STUDY MATERIAL =
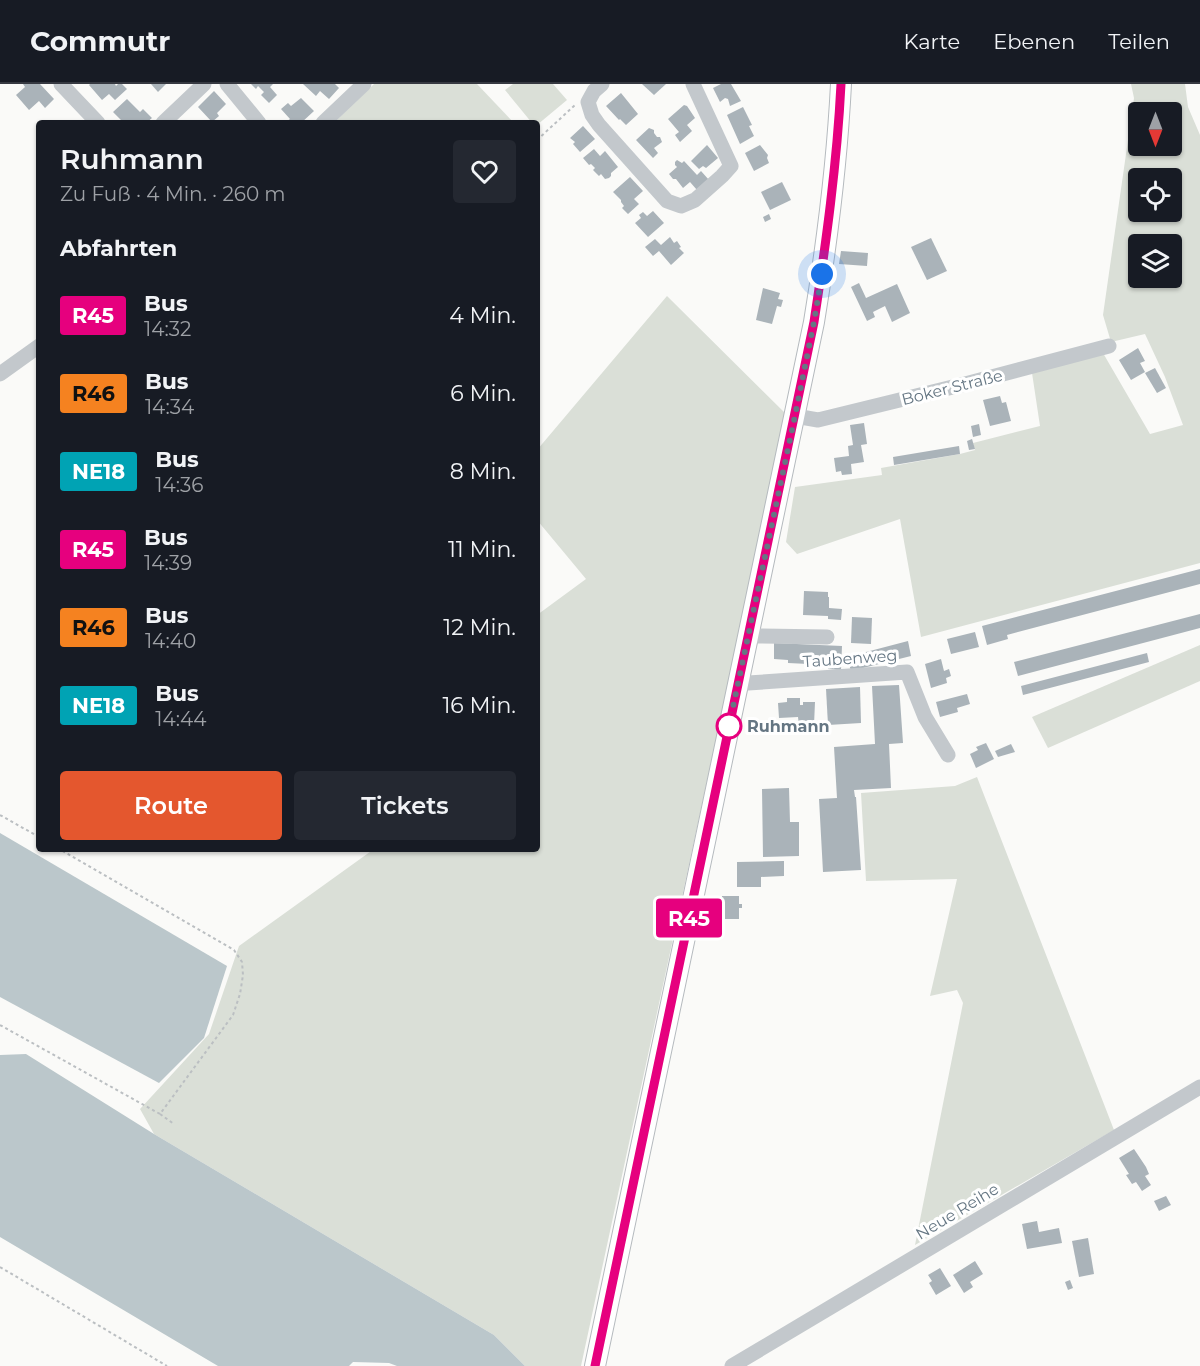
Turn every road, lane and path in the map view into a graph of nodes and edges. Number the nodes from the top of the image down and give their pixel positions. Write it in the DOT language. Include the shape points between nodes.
graph roads {
  1 [pos="61,84"];
  2 [pos="204,84"];
  3 [pos="227,84"];
  4 [pos="364,84"];
  5 [pos="602,84"];
  6 [pos="693,84"];
  7 [pos="841,84"];
  8 [pos="588,102"];
  9 [pos="95,120"];
  10 [pos="166,120"];
  11 [pos="257,120"];
  12 [pos="326,120"];
  13 [pos="540,137"];
  14 [pos="1109,346"];
  15 [pos="36,348"];
  16 [pos="0,374"];
  17 [pos="795,416"];
  18 [pos="749,634"];
  19 [pos="827,638"];
  20 [pos="738,682"];
  21 [pos="948,755"];
  22 [pos="0,815"];
  23 [pos="36,835"];
  24 [pos="64,852"];
  25 [pos="0,1025"];
  26 [pos="1200,1087"];
  27 [pos="160,1114"];
  28 [pos="174,1124"];
  29 [pos="0,1267"];
  30 [pos="167,1366"];
  31 [pos="596,1366"];
  32 [pos="732,1366"];
  1 -- 9 [label="street"];
  2 -- 10 [label="street"];
  3 -- 11 [label="street"];
  4 -- 12 [label="street"];
  5 -- 8 [label="street"];
  6 -- 8 [label="street" via="731,166 695,200 681,206 667,201 599,125"];
  7 -- 17 [label="main road" via="828,234"];
  8 -- 13 [label="path" via="579,102"];
  14 -- 17 [label="street, Boker Straße" via="818,420"];
  15 -- 16 [label="street"];
  17 -- 18 [label="main road"];
  18 -- 19 [label="street"];
  18 -- 20 [label="main road"];
  20 -- 21 [label="street, Taubenweg" via="907,672 925,717"];
  20 -- 31 [label="main road"];
  22 -- 23 [label="path"];
  24 -- 27 [label="path" via="234,950 242,962 240,994 233,1015"];
  25 -- 27 [label="path"];
  26 -- 32 [label="street, Neue Reihe"];
  27 -- 28 [label="path"];
  29 -- 30 [label="path"];
}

WHAT YOU ARE ASKED TO DO =
Please print every record above exactly, but leave the pictures out.

RESULT =
Turn every road, lane and path in the map view into a graph of nodes and edges. Number the nodes from the top of the image down and give their pixel positions. Write it in the DOT language. Include the shape points between nodes.
graph roads {
  1 [pos="61,84"];
  2 [pos="204,84"];
  3 [pos="227,84"];
  4 [pos="364,84"];
  5 [pos="602,84"];
  6 [pos="693,84"];
  7 [pos="841,84"];
  8 [pos="588,102"];
  9 [pos="95,120"];
  10 [pos="166,120"];
  11 [pos="257,120"];
  12 [pos="326,120"];
  13 [pos="540,137"];
  14 [pos="1109,346"];
  15 [pos="36,348"];
  16 [pos="0,374"];
  17 [pos="795,416"];
  18 [pos="749,634"];
  19 [pos="827,638"];
  20 [pos="738,682"];
  21 [pos="948,755"];
  22 [pos="0,815"];
  23 [pos="36,835"];
  24 [pos="64,852"];
  25 [pos="0,1025"];
  26 [pos="1200,1087"];
  27 [pos="160,1114"];
  28 [pos="174,1124"];
  29 [pos="0,1267"];
  30 [pos="167,1366"];
  31 [pos="596,1366"];
  32 [pos="732,1366"];
  1 -- 9 [label="street"];
  2 -- 10 [label="street"];
  3 -- 11 [label="street"];
  4 -- 12 [label="street"];
  5 -- 8 [label="street"];
  6 -- 8 [label="street" via="731,166 695,200 681,206 667,201 599,125"];
  7 -- 17 [label="main road" via="828,234"];
  8 -- 13 [label="path" via="579,102"];
  14 -- 17 [label="street, Boker Straße" via="818,420"];
  15 -- 16 [label="street"];
  17 -- 18 [label="main road"];
  18 -- 19 [label="street"];
  18 -- 20 [label="main road"];
  20 -- 21 [label="street, Taubenweg" via="907,672 925,717"];
  20 -- 31 [label="main road"];
  22 -- 23 [label="path"];
  24 -- 27 [label="path" via="234,950 242,962 240,994 233,1015"];
  25 -- 27 [label="path"];
  26 -- 32 [label="street, Neue Reihe"];
  27 -- 28 [label="path"];
  29 -- 30 [label="path"];
}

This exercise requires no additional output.